**Exercise prompt**
Look through the records below, and copy out every line that holds the string "road".
»»
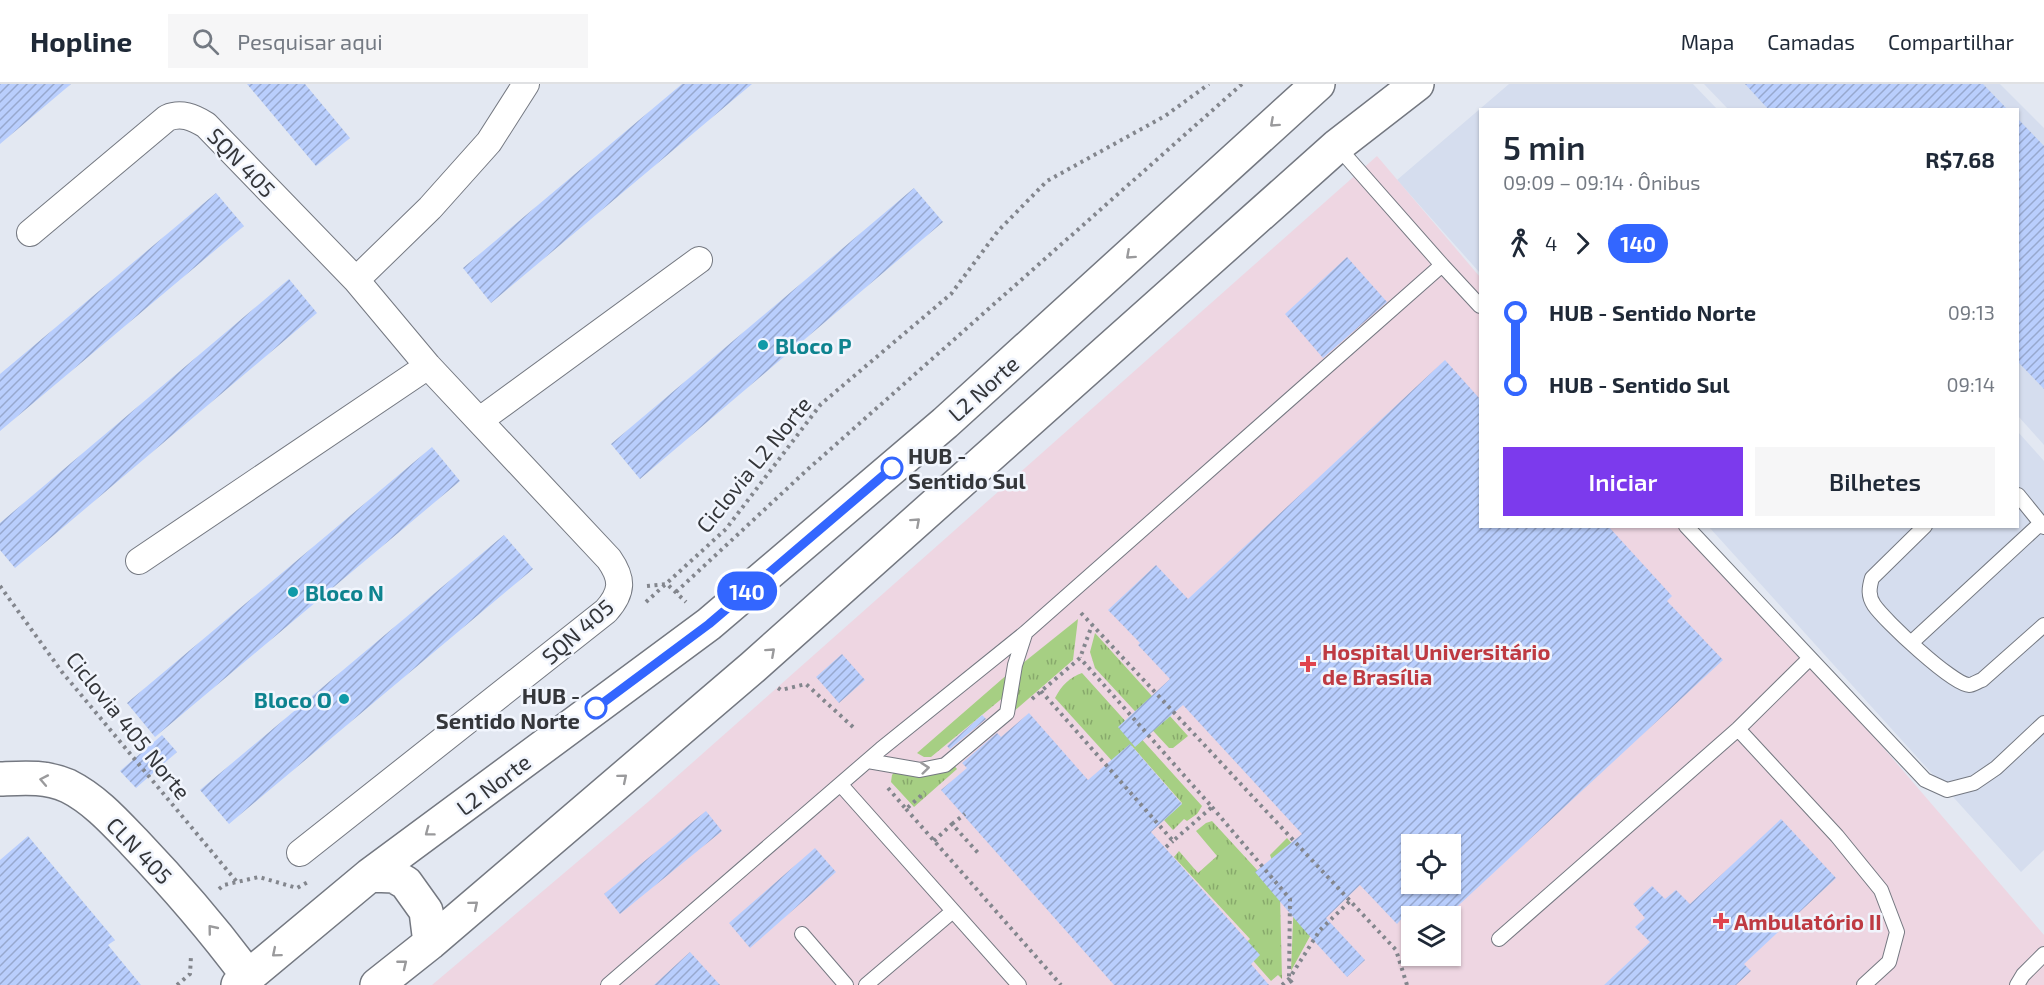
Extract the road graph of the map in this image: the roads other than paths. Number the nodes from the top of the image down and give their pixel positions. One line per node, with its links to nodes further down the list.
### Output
1 (526, 84): 8 (street)
2 (1318, 84): 27 (main road, L2 Norte, one-way to 27)
3 (1417, 84): 4 (main road)
4 (1337, 146): 7 (lane); 31 (main road, one-way to 4)
5 (30, 233): 8 (street, SQN 405)
6 (699, 260): 11 (street)
7 (1442, 265): 9 (lane); 18 (lane)
8 (356, 280): 10 (street, SQN 405)
9 (1479, 305)
10 (428, 366): 11 (street, SQN 405); 16 (street)
11 (480, 420): 26 (street, SQN 405)
12 (2019, 496): 13 (lane)
13 (2042, 525): 19 (lane)
14 (1688, 528): 20 (lane)
15 (1923, 528): 19 (lane)
16 (139, 561)
17 (2044, 625): 19 (lane)
18 (1025, 633): 23 (lane); 23 (lane, one-way to 18)
19 (1911, 642)
20 (1810, 658): 21 (lane); 22 (lane)
21 (2044, 723)
22 (1738, 729): 30 (lane); 39 (lane)
23 (868, 762): 25 (lane)
24 (0, 779): 33 (main road, CLN 405, one-way to 24)
25 (841, 785): 28 (lane); 35 (lane)
26 (300, 853)
27 (370, 875): 31 (main road); 33 (main road, L2 Norte, one-way to 33)
28 (953, 911): 37 (lane); 38 (lane)
29 (802, 934): 36 (lane)
30 (1499, 939)
31 (430, 943): 34 (main road, one-way to 31)
32 (2044, 954): 40 (lane)
33 (243, 981)
34 (377, 985)
35 (608, 985)
36 (846, 985)
37 (866, 985)
38 (1019, 985)
39 (1864, 985)
40 (2017, 985)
««
**Response to this task**
Extract the road graph of the map in this image: the roads other than paths. Number the nodes from the top of the image down and give their pixel positions. One line per node, with its links to nodes further down the list.
2 (1318, 84): 27 (main road, L2 Norte, one-way to 27)
3 (1417, 84): 4 (main road)
4 (1337, 146): 7 (lane); 31 (main road, one-way to 4)
24 (0, 779): 33 (main road, CLN 405, one-way to 24)
27 (370, 875): 31 (main road); 33 (main road, L2 Norte, one-way to 33)
31 (430, 943): 34 (main road, one-way to 31)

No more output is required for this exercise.